Paolo Facchinetti "Gli anni
ruggenti di Alfonsina Strada" Edizioni Ediciclo
Recensione
di Gabriella Bona (gabri.bona@libero.it)
Il ventesimo secolo è stato
caratterizzato dalle lotte delle donne per il diritto al voto, al lavoro,
alla parità salariale e da una lenta ma incredibile emancipazione
femminile. Alfonsina Strada, nata nel 1891, portò avanti, da sola,
la battaglia per il diritto femminile a correre in bicicletta. E lo seppe
fare con coraggio, passione, tenacia e il desiderio di venire “apprezzata
per la sua fatica concreta, la sua forza fisica e morale”.

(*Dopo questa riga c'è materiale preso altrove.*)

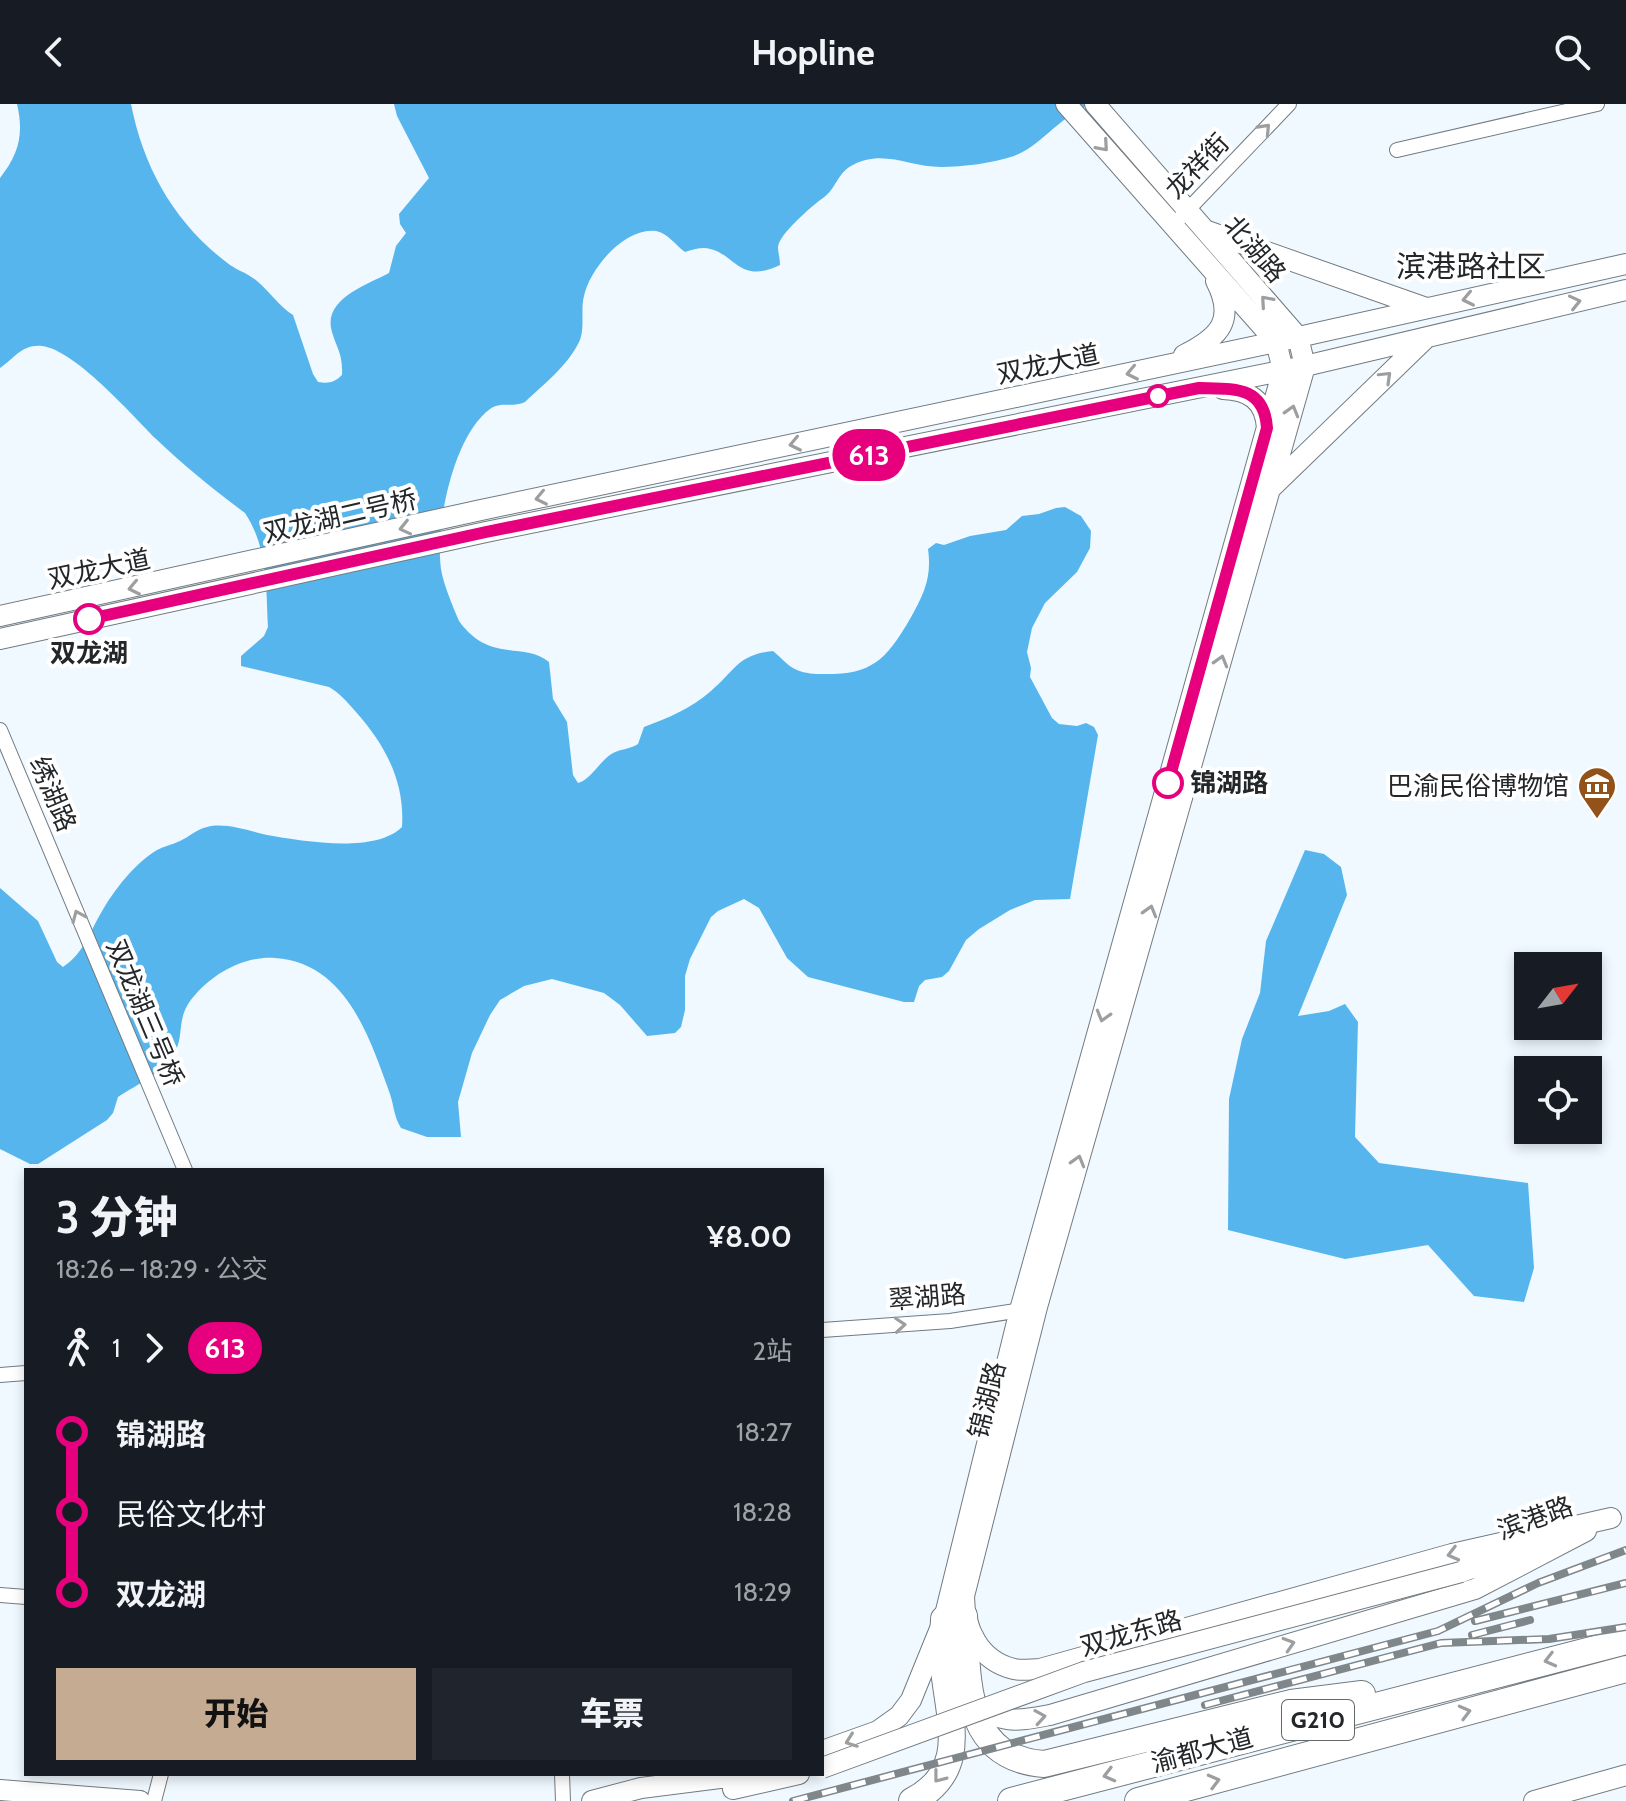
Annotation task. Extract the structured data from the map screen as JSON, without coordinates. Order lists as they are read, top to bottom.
{
  "streets": {
    "highway": ["G210", "渝都大道"],
    "street": [
      "龙祥街",
      "北湖路",
      "双龙大道",
      "双龙湖二号桥",
      "绣湖路",
      "双龙湖三号桥",
      "翠湖路",
      "锦湖路",
      "滨港路",
      "双龙东路"
    ]
  },
  "crossings": [
    ["龙祥街", "北湖路"],
    ["北湖路", "双龙大道"],
    ["北湖路", "锦湖路"],
    ["双龙大道", "双龙湖二号桥"],
    ["双龙大道", "锦湖路"],
    ["绣湖路", "双龙湖三号桥"],
    ["翠湖路", "锦湖路"],
    ["滨港路", "双龙东路"]
  ],
  "one_way": ["龙祥街", "双龙湖三号桥", "翠湖路"],
  "districts": ["滨港路社区"],
  "places": {
    "other": ["双龙湖", "锦湖路"],
    "museum": ["巴渝民俗博物馆"]
  },
  "lines": ["bus line 613"],
  "north": "top right",
  "page": {
    "header": "Hopline",
    "on_map": "613",
    "heading": ["3 分钟", "18:26 – 18:29 · 公交", "¥8.00"],
    "legs": ["1", "613", "2站"],
    "list": [
      {
        "name": "锦湖路",
        "value": "18:27"
      },
      {
        "name": "民俗文化村",
        "value": "18:28"
      },
      {
        "name": "双龙湖",
        "value": "18:29"
      }
    ],
    "buttons": ["开始", "车票"]
  }
}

“La matta” la chiamavano al suo
paese, in Emilia, per il suo desiderio, fin da ragazzina di correre, di
gareggiare. Le sue vittorie – “un giorno aveva vinto e con enorme orgoglio
aveva portato a casa il premio: un maiale vivo” – finirono per crearle
attorno ancora più diffidenza e difficoltà. Allora, nel 1907,
a sedici anni, se ne andò a Torino, dove c’erano già diverse
cicliste e una donna in bicicletta non era così scandalosa e nel
1909, riuscì ad andare fino in Russia, dove incantò con la
sua bravura lo zar e la zarina.
Ha trascorso tutta la sua vita su
una bicicletta, stabilendo tra l’altro un record dell’ora che avrebbe detenuto
dal 1911 al 1937, riuscendo a partecipare a due edizioni del Giro di Lombardia
(ultima nel 1917 e penultima nel 1918 ma sempre al traguardo: nel 1917
arrivarono 32 dei 54 partiti e nel 1918 22 su 36). Ma l’impresa più
clamorosa della sua carriera è stato il Giro d’Italia del 1924:
accettata dagli organizzatori per dare risalto a una edizione sottotono
per la mancanza di grandi campioni, la Strada riuscì a percorrere
tutti i 3613 chilometri previsti, suddivisi in dodici tappe, la più
lunga una Bologna-Fiume di 415 chilometri (e se teniamo conto dello stato
delle strade, delle biciclette e dell’abbigliamento sportivo dell’epoca
sembra un vero miracolo!), finendo fuori tempo massimo (ma l’organizzazione
permise a lei e ad altri due corridori di concludere – fuori classifica
– il Giro fino a Milano) soltanto alla decima tappa. In quel Giro partirono
in 90, soltanto 30, più i tre fuori classifica, arrivarono a Milano.
Incidenti di ogni tipo (nell’ottava tappa ruppe il manubrio e arrivò
al traguardo con le mani strette su un manico di scopa gentilmente offerto
da una signora incontrata sul percorso), cadute, forature, insulti e derisioni
non riuscirono a farla cedere: il suo entusiasmo e gli applausi che con
l’andare dei giorni crescevano intorno a lei la aiutarono fino alla fine.
Al ritorno dei campioni il suo contributo
non fu più ritenuto necessario ma continuò a correre, a partecipare
a moltissime gare su pista, poi iniziò a esibirsi in teatri e anche
in circhi ma sempre su una bicicletta, aprì un laboratorio e allenò
giovani che si affacciavano al mondo del ciclismo.
In carriera trentasei vittorie;
nella vita una battaglia femminista “vinta soltanto in parte. Fabiana Luperini
che alla fine del Novecento ha trionfato in quattro Giri d’Italia e tre
Tour, essendo donna non ha trovato riscontri adeguati alle dimensioni delle
sue imprese”.
Facchinetti, giornalista, scrittore
e appassionato di ricerca storica nell’ambito dello sport, ci porta con
attenzione e sensibilità su strade dissestate, tra gare massacranti,
riscoprendo e facendoci conoscere una delle figure più belle ed
entusiasmanti del ciclismo nostrano.